Congressman Collin Peterson, chairman of the House Agriculture Committee, said he needs backing from one more lawmaker to assure the panel will approve the legislation. He expects to secure that pledge after Congress’s Easter recess, and for the measure to then get approval by the full House.

“Cuba used to be one of our big markets,” Peterson, a Minnesota Democrat, said in a telephone interview yesterday. The bill “would help us get those markets back.”

The U.S. International Trade Commission estimates the U.S. could supply as much as two-thirds of Cuba’s agricultural imports, up from the current 30 percent, if restrictions are eased, Peterson said in a committee hearing this month.
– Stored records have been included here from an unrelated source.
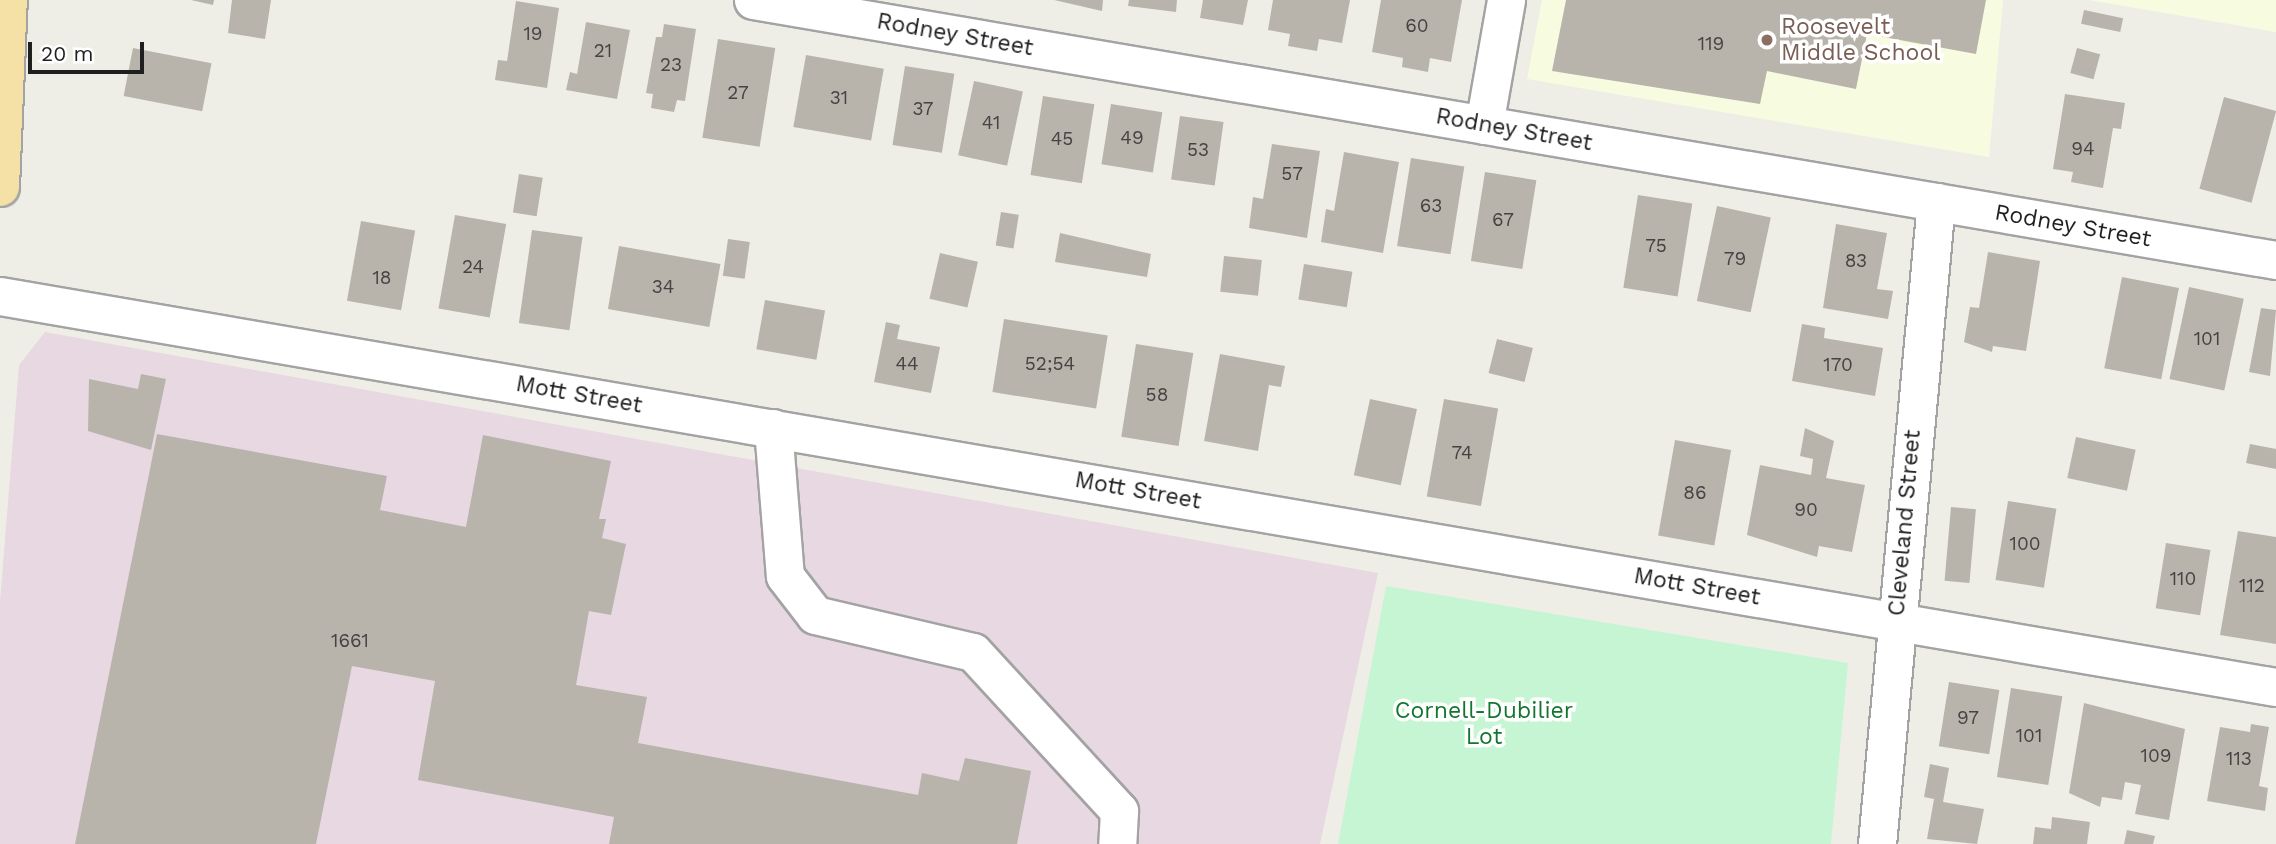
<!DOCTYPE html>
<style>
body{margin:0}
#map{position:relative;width:2276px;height:844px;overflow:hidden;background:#efeee6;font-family:"Work Sans",sans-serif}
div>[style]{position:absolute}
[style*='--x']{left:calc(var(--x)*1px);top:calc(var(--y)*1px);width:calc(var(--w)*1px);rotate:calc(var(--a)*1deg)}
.industrial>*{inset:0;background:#e7d8e2}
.education>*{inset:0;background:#f7fce1}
.park>*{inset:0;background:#c6f5d3}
.building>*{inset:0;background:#b8b4ac;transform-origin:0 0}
.roads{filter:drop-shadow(2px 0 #a3a3a3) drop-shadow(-2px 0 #a3a3a3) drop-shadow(0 2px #a3a3a3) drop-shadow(0 -2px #a3a3a3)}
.minor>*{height:37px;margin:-18.5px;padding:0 18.5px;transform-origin:18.5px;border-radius:18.5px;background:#fff}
.major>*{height:38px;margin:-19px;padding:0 19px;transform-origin:19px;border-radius:19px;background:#f5e1a5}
.dots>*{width:19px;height:19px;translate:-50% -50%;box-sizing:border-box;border:4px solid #fff;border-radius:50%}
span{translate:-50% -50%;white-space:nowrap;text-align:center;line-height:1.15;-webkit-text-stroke:7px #fff;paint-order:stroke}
.number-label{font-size:19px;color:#454442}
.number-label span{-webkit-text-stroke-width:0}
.education-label{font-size:23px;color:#785e54}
.left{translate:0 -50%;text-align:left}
.street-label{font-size:23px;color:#1f1f1f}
.park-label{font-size:23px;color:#14752f}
.scale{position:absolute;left:28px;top:42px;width:116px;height:32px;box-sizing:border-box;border:4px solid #1f1f1f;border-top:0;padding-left:9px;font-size:21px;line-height:24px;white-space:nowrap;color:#1f1f1f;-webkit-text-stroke:5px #fff;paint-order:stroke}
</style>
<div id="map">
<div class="industrial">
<div style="clip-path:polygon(45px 332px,1378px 573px,1320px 844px,0 844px,0 602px,19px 365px)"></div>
</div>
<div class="education">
<div style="clip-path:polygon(1542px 0,2003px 0,1989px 157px,1527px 79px)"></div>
<div style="clip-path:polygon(2089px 0,2276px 0,2276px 32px)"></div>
</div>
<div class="park">
<div style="clip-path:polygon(1386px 586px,1848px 663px,1831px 844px,1338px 844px)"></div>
</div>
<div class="building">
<div style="clip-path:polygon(191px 0,214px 0,213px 5px)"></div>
<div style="clip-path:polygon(232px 0,271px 0,265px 39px,228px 33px)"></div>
<div style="clip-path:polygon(1054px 0,1103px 0,1102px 11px)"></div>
<div style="clip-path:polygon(1129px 0,1177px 0,1176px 12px,1128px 6px)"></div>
<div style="clip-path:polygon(1203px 0,1248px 0,1243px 25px,1200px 18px)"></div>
<div style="clip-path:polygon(1273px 0,1350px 0,1342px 43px,1319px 39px,1317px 51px,1288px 46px,1290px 34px,1268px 30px)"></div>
<div style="clip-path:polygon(1381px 0,1462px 0,1451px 62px,1430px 58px,1428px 72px,1402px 67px,1403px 58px,1372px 52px)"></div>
<div style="clip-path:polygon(1566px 0,1986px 0,1976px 54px,1867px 34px,1856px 89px,1767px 71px,1760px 104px,1552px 71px)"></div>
<div style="clip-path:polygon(516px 1px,559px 8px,547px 88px,495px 80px,498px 60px,507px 61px)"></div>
<div style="left:2084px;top:10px;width:40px;height:14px;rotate:12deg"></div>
<div style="clip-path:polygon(586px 22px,630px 30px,617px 99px,566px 90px,570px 72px,577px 74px)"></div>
<div style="clip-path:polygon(664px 24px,696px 29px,685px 101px,677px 100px,674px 112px,651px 108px,653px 94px,646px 93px,656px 37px,662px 37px)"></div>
<div style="left:718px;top:39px;width:58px;height:100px;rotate:9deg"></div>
<div style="left:133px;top:48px;width:80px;height:49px;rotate:11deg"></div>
<div style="left:2077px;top:48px;width:24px;height:26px;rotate:15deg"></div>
<div style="left:806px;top:55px;width:79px;height:73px;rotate:10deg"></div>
<div style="left:905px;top:66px;width:50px;height:80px;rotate:9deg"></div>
<div style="left:974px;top:81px;width:50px;height:76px;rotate:12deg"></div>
<div style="clip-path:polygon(2065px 94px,2125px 103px,2121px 129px,2113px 128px,2103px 188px,2071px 182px,2073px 172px,2053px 169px)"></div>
<div style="left:1043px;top:96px;width:52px;height:80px;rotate:9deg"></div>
<div style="left:2224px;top:97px;width:54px;height:95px;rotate:15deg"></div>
<div style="left:1111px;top:104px;width:52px;height:61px;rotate:9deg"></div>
<div style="left:1180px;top:116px;width:44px;height:64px;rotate:8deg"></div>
<div style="clip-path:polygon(1272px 144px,1320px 151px,1307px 238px,1249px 228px,1253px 197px,1263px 199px)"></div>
<div style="clip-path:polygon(1344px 152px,1399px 162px,1383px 253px,1321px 242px,1326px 209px,1334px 211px)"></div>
<div style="left:1411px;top:158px;width:54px;height:89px;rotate:9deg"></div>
<div style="left:1485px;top:172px;width:52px;height:90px;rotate:9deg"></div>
<div style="left:519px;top:174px;width:24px;height:39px;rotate:9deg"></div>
<div style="left:1638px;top:195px;width:55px;height:94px;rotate:9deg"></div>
<div style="left:1717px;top:206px;width:55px;height:97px;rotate:12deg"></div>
<div style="left:1001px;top:212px;width:18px;height:34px;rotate:9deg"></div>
<div style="left:455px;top:215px;width:52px;height:95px;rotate:10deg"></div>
<div style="left:361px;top:221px;width:55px;height:81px;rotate:10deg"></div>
<div style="clip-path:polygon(1836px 224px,1887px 233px,1877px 289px,1893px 291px,1888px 319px,1823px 308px)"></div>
<div style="left:532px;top:230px;width:51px;height:94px;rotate:8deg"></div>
<div style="clip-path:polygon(1060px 233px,1151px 254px,1147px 277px,1055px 262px)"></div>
<div style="left:728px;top:239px;width:22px;height:37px;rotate:8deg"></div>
<div style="left:619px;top:246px;width:103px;height:64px;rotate:10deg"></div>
<div style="clip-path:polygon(1988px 252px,2040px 261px,2026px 351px,1993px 346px,1992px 352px,1964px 342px,1970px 307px,1979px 308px)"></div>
<div style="left:940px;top:253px;width:39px;height:47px;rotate:13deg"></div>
<div style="left:1224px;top:256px;width:38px;height:36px;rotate:6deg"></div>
<div style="left:1304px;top:264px;width:49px;height:36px;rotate:9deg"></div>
<div style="left:2122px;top:277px;width:58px;height:93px;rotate:11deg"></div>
<div style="left:2189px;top:287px;width:56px;height:94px;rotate:12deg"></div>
<div style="left:765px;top:300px;width:61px;height:50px;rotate:10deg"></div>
<div style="clip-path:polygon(2261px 308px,2276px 310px,2270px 376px,2249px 372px)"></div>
<div style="left:1004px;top:319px;width:105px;height:74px;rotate:9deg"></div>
<div style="clip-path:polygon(886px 322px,900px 325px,897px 339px,940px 347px,931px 393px,874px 382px)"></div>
<div style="clip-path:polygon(1802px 324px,1825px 328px,1824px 338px,1883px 348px,1875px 396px,1792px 381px)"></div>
<div style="left:1497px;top:339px;width:37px;height:35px;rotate:14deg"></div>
<div style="left:1136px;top:344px;width:58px;height:94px;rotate:9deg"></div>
<div style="clip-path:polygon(1220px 354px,1285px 366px,1281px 387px,1269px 385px,1258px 451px,1204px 441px)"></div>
<div style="clip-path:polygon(141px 374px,166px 379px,151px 450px,88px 431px,89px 379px,138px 389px)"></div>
<div style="left:1370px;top:399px;width:48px;height:78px;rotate:12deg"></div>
<div style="left:1444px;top:399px;width:55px;height:99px;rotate:10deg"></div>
<div style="clip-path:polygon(1805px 428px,1834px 441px,1826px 478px,1865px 485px,1852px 552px,1819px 546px,1817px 557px,1747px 535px,1760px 465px,1811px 475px,1813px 459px,1800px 456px)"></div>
<div style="clip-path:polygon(157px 434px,387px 476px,380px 510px,466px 527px,483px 435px,611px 461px,599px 519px,606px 519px,602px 538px,626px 544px,611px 615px,589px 611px,576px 685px,647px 697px,638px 743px,918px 795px,922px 773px,959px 781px,965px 758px,1031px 771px,1017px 844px,609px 844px,614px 817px,418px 780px,435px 681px,352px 666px,316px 844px,75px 844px)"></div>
<div style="left:2076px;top:437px;width:61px;height:42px;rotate:12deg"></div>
<div style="left:1675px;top:440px;width:57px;height:97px;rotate:10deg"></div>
<div style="clip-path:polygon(2250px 444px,2276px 449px,2276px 469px,2246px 463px)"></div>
<div style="left:2008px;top:501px;width:49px;height:80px;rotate:9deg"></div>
<div style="left:1951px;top:507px;width:25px;height:74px;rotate:5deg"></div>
<div style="clip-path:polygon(2238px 531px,2276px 537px,2276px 644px,2220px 635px)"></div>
<div style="left:2166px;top:543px;width:45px;height:66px;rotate:9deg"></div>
<div style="left:1949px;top:682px;width:51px;height:65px;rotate:9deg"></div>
<div style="left:2011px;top:688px;width:52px;height:90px;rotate:9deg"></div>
<div style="clip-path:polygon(2084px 703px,2185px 729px,2169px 820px,2135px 814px,2141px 785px,2125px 782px,2122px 800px,2102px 797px,2100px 807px,2069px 793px)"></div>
<div style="clip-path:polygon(2251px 724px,2269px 727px,2259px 786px,2268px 788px,2265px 811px,2207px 801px,2220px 727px,2250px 732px)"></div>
<div style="clip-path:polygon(1930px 764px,1949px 768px,1943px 802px,1984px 809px,1977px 844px,1927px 839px,1934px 799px,1924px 797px)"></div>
<div style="clip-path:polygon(2052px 817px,2090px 822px,2087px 844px,2033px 844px,2035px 827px,2051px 829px)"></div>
<div style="clip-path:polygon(2127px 830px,2155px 836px,2153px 844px,2124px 844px)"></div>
</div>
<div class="roads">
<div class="minor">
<div style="--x:753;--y:0;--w:1545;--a:9.69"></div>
<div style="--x:1484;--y:125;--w:127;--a:-80"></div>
<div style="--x:0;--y:296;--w:2309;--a:9.75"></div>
<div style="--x:773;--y:428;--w:148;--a:85.4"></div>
<div style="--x:785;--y:576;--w:49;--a:52.4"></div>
<div style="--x:815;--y:615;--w:162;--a:13.2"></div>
<div style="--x:973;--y:652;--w:216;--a:47.4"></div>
<div style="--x:1119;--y:811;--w:33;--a:93"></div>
<div style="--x:1877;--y:844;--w:645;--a:-84.75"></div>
</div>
<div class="major">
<div style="--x:0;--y:187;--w:187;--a:-87.6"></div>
</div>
</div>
<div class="dots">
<div style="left:1767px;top:40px;background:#8d6e63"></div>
</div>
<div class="number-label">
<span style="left:1417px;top:26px">60</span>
<span style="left:533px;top:34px">19</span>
<span style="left:1711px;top:44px">119</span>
<span style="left:603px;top:51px">21</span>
<span style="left:671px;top:65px">23</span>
<span style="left:738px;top:93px">27</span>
<span style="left:839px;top:98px">31</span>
<span style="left:923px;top:109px">37</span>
<span style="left:991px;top:123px">41</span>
<span style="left:1132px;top:138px">49</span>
<span style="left:1062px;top:139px">45</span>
<span style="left:2083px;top:149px">94</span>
<span style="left:1198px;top:150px">53</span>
<span style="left:1292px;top:174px">57</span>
<span style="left:1431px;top:206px">63</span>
<span style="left:1503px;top:220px">67</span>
<span style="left:1656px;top:246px">75</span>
<span style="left:1735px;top:259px">79</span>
<span style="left:1856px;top:261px">83</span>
<span style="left:473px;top:267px">24</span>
<span style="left:382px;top:278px">18</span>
<span style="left:663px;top:287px">34</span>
<span style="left:2207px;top:339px">101</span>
<span style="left:907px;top:364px">44</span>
<span style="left:1050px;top:364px">52;54</span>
<span style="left:1838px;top:365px">170</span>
<span style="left:1157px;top:395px">58</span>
<span style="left:1462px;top:453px">74</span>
<span style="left:1695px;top:493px">86</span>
<span style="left:1806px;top:510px">90</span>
<span style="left:2025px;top:544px">100</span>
<span style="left:2183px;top:579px">110</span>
<span style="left:2252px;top:586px">112</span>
<span style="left:350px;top:641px">1661</span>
<span style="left:1968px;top:718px">97</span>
<span style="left:2029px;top:736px">101</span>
<span style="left:2156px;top:756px">109</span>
<span style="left:2239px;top:759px">113</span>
</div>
<div class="education-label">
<span class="left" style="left:1781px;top:40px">Roosevelt<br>Middle School</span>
</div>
<div class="street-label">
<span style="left:955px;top:35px;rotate:10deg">Rodney Street</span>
<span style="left:1514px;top:130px;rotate:10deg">Rodney Street</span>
<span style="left:2073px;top:226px;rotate:10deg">Rodney Street</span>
<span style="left:579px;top:395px;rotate:10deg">Mott Street</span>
<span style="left:1138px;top:491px;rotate:10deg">Mott Street</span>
<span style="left:1905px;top:523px;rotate:-85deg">Cleveland Street</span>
<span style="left:1697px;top:587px;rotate:10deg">Mott Street</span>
</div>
<div class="park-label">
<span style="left:1484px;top:724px">Cornell-Dubilier<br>Lot</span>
</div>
<div class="scale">20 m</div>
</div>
The bill would end a requirement that payments from Cuba to U.S. farmers go through a bank located in a third country and be made all in cash, steps that make trade more difficult.

The U.S. exported $528.5 million in food and agricultural products to Cuba in 2009, according to the U.S.-Cuba Trade and Economic Council.

Peterson’s bill, known as the “Travel Restriction Reform and Export Enhancement Act,” is the latest House legislation seeking to end a 47-year prohibition on Americans traveling to Cuba. The “Freedom to Travel to Cuba Act,” sponsored by William Delahunt, Democrat from Massachusetts, would ease travel restrictions without changing rules about agricultural exports. Versions of both bills are under consideration in the Senate.

Travel Ban

“I don’t think we’ll be able to get the agriculture changes by themselves,” Peterson said. “There’s a lot of support for lifting the travel ban, and if you put that together with the agriculture, I think we have enough votes to get it through the House.”

Proposals to end travel restrictions to Cuba may lack the support needed to pass as a stand-alone bill in the Senate, said Senator Byron Dorgan, who introduced the Senate version of the “Freedom to Travel to Cuba Act.”

Dorgan, a Democrat from North Dakota, said he will seek to move the legislation by attaching it as an amendment to another bill more likely to get the 60 votes needed block a filibuster, he said today in a telephone interview from Bismarck, North Dakota.

‘New Era’

President Barack Obama said March 24 that he’s seeking a “new era” in relations with Cuba. Obama hasn’t told congressional Democrats where he stands on ending the travel ban, according to Peterson.

Obama last year eased restrictions on Cuban-Americans traveling to Cuba and transferring money to relatives on the island. The U.S. State Department has also held talks in Havana with Cuban officials about restoring mail service and cooperation on migration issues.

The island nation can handle an influx of American tourists if the bill is passed, Cuba’s Tourism Minister Manuel Marrero said in a March 25 interview in Cancun, Mexico. He said the local tourism industry is preparing, with at least 9 hotels scheduled to break ground by the end of this year.

Tourism to Cuba increased 3.5 percent last year to 2.4 million visitors, with 900,000 travelers from Canada leading the way, Jose Manuel Bisbe, commercial director for the Tourism Ministry, said in an interview last week in Havana.